Records from a data source:
----------

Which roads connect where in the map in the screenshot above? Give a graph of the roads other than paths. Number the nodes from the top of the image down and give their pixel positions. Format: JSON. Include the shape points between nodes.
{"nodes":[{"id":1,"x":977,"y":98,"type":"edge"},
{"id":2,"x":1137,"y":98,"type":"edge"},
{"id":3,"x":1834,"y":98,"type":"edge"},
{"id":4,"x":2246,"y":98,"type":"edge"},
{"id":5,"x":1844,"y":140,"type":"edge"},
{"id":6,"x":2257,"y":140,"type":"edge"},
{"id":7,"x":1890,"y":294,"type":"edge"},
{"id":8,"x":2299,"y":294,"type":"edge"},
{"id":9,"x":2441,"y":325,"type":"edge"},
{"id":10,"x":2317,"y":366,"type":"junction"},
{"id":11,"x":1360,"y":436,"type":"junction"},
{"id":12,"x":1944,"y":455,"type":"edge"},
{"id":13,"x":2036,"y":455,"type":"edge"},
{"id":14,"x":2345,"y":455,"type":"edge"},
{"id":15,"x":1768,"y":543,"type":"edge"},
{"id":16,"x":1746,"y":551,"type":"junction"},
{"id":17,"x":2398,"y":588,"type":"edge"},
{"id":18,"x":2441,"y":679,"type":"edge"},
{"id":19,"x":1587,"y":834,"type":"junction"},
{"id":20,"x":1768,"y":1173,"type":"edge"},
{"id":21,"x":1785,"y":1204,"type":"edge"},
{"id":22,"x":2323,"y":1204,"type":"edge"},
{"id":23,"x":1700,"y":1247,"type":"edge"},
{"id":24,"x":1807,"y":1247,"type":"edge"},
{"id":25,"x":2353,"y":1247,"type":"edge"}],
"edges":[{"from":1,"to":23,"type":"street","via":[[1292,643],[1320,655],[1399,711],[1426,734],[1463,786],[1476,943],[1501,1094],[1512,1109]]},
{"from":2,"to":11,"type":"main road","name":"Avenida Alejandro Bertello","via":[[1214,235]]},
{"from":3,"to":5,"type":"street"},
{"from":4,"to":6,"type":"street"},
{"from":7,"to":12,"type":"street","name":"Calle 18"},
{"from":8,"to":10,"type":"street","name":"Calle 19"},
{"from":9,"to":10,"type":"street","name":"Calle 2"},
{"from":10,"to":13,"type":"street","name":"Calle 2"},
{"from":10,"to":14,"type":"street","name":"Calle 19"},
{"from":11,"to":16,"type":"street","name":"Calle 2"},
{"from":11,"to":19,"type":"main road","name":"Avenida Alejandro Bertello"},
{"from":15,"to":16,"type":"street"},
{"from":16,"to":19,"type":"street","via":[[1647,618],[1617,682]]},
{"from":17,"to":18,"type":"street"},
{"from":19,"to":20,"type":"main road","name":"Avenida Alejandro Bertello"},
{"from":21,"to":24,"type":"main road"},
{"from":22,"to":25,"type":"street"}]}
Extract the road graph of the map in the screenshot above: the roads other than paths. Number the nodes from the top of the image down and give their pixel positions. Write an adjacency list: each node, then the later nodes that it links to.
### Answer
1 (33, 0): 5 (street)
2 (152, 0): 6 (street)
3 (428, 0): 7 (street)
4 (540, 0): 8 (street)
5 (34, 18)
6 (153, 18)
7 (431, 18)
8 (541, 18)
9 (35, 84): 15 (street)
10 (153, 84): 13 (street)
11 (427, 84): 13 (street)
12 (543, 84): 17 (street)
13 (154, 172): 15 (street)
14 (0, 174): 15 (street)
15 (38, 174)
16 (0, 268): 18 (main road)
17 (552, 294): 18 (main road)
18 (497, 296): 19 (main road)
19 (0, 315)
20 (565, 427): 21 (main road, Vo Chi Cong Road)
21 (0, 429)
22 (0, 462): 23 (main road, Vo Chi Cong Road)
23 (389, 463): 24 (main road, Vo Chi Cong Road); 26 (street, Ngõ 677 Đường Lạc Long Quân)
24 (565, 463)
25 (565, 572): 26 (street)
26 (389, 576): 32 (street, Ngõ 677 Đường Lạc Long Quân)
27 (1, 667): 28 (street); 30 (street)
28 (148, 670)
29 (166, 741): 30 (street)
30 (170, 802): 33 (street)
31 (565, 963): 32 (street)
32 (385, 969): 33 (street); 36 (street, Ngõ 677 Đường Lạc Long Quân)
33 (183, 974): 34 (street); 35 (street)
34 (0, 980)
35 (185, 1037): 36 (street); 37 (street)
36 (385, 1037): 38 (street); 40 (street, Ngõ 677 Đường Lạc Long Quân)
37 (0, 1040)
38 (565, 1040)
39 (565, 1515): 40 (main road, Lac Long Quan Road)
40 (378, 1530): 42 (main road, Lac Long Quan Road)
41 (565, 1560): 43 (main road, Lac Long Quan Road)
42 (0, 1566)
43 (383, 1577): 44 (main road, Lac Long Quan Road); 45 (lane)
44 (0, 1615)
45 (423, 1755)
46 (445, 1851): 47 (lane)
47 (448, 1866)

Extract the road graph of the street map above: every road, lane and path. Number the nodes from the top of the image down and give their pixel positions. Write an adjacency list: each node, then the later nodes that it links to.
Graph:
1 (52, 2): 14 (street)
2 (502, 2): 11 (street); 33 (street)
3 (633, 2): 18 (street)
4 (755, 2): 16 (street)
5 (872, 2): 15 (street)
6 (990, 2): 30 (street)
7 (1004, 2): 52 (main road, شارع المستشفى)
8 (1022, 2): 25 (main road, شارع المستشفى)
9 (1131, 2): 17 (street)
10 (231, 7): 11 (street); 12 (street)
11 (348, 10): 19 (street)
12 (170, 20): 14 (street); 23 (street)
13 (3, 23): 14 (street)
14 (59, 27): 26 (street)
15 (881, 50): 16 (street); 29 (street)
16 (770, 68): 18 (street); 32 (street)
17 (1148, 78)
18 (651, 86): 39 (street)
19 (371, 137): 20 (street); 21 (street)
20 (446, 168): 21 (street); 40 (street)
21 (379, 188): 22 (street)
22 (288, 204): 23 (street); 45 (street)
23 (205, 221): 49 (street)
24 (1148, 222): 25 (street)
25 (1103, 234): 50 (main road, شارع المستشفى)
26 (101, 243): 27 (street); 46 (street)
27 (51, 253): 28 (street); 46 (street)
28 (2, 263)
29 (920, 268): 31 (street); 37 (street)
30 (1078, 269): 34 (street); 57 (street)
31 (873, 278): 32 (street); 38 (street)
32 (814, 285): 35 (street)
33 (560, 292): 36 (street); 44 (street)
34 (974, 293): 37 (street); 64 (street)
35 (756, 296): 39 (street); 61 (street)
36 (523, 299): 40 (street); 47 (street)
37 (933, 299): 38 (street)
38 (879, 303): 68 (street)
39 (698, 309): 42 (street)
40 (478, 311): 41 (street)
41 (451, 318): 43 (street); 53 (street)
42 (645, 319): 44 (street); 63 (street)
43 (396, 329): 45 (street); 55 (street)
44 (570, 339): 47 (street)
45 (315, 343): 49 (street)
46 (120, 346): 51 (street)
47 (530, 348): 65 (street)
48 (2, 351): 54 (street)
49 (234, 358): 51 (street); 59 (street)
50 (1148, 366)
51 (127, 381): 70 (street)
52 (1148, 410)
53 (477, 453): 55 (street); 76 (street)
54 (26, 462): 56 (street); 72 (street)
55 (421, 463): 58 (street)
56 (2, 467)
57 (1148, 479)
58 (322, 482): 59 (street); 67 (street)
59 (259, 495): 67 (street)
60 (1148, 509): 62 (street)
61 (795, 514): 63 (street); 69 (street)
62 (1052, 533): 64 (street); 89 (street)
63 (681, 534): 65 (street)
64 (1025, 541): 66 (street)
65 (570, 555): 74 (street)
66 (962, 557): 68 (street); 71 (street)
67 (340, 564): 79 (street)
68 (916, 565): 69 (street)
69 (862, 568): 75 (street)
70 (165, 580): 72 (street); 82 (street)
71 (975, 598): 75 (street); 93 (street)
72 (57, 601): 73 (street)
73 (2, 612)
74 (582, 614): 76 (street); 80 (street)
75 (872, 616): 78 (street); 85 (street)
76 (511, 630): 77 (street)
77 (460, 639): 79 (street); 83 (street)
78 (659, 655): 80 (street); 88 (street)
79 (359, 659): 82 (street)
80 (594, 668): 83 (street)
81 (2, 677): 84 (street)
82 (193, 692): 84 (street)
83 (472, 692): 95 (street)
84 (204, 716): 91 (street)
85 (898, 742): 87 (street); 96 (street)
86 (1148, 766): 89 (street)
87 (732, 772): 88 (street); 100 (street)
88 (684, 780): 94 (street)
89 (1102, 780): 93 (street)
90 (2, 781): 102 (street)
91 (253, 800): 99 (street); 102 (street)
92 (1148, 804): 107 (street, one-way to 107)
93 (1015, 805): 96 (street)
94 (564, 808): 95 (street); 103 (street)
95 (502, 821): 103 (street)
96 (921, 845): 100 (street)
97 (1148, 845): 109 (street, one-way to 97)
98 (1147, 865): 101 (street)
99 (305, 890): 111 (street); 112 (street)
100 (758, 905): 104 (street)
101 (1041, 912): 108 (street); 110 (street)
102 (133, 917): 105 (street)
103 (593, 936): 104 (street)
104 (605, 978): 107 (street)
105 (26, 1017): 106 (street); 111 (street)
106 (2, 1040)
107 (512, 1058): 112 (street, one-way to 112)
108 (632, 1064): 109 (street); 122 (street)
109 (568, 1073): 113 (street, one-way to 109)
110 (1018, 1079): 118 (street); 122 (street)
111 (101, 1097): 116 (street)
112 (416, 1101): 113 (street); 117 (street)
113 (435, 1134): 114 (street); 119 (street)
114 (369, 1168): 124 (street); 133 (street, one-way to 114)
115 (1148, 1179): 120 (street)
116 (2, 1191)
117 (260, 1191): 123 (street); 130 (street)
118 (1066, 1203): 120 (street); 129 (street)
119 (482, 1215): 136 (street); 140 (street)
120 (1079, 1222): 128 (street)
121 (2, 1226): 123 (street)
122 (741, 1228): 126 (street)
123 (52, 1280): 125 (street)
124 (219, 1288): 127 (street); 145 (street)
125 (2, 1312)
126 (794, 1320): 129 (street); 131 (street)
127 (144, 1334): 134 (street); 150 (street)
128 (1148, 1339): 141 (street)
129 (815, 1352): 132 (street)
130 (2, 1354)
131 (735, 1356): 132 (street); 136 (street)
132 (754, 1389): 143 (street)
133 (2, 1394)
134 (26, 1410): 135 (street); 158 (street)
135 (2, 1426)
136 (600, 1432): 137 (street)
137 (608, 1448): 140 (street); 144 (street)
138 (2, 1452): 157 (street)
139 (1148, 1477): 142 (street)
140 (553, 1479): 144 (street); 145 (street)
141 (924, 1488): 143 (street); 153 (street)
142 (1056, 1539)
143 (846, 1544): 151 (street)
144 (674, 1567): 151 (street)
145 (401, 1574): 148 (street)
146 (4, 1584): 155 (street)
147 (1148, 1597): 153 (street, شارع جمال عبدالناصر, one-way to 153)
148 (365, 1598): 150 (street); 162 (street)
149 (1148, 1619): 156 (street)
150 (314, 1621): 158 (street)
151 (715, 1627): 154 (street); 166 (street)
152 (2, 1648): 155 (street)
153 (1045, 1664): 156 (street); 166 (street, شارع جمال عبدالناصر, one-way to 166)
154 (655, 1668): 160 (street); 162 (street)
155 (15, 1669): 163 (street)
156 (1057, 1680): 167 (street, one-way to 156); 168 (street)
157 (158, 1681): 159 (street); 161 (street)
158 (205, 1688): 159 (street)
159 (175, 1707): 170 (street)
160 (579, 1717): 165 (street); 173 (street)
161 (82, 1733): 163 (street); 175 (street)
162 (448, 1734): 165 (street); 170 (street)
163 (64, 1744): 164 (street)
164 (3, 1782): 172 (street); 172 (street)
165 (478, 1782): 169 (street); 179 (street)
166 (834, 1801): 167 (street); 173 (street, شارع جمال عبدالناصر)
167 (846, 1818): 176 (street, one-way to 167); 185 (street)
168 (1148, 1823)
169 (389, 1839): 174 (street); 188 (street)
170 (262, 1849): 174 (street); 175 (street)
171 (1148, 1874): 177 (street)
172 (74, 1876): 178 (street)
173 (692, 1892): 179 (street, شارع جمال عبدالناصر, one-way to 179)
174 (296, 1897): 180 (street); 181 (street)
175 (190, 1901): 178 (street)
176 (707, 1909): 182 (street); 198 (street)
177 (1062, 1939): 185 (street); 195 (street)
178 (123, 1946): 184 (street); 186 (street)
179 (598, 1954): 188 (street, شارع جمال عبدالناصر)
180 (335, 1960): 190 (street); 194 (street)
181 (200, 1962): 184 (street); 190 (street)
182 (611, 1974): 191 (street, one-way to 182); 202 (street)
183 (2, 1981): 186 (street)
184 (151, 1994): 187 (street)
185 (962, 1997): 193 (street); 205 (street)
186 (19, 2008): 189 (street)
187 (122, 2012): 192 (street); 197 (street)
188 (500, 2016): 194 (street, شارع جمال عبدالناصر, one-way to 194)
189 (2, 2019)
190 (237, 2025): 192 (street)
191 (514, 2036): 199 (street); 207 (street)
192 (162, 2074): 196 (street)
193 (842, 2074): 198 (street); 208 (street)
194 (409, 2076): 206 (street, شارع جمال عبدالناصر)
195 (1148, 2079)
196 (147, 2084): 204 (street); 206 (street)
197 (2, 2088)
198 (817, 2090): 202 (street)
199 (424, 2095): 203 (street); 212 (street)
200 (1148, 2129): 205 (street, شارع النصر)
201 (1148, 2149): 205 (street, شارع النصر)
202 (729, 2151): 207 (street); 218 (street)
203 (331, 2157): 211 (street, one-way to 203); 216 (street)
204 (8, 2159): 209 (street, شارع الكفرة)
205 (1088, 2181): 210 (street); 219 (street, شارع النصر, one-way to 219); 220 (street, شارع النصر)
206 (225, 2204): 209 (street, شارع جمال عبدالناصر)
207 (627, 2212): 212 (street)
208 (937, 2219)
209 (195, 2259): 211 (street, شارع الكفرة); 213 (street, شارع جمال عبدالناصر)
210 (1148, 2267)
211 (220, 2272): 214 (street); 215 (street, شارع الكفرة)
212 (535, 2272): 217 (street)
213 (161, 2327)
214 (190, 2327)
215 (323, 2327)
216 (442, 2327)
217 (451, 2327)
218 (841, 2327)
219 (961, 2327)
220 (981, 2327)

----------

--- REQUIRED WORK ---
For the word "Đường", tally the lines of the entries in which it appears and give the total alone.

--- REPLY TO THE EXERCISE ---
4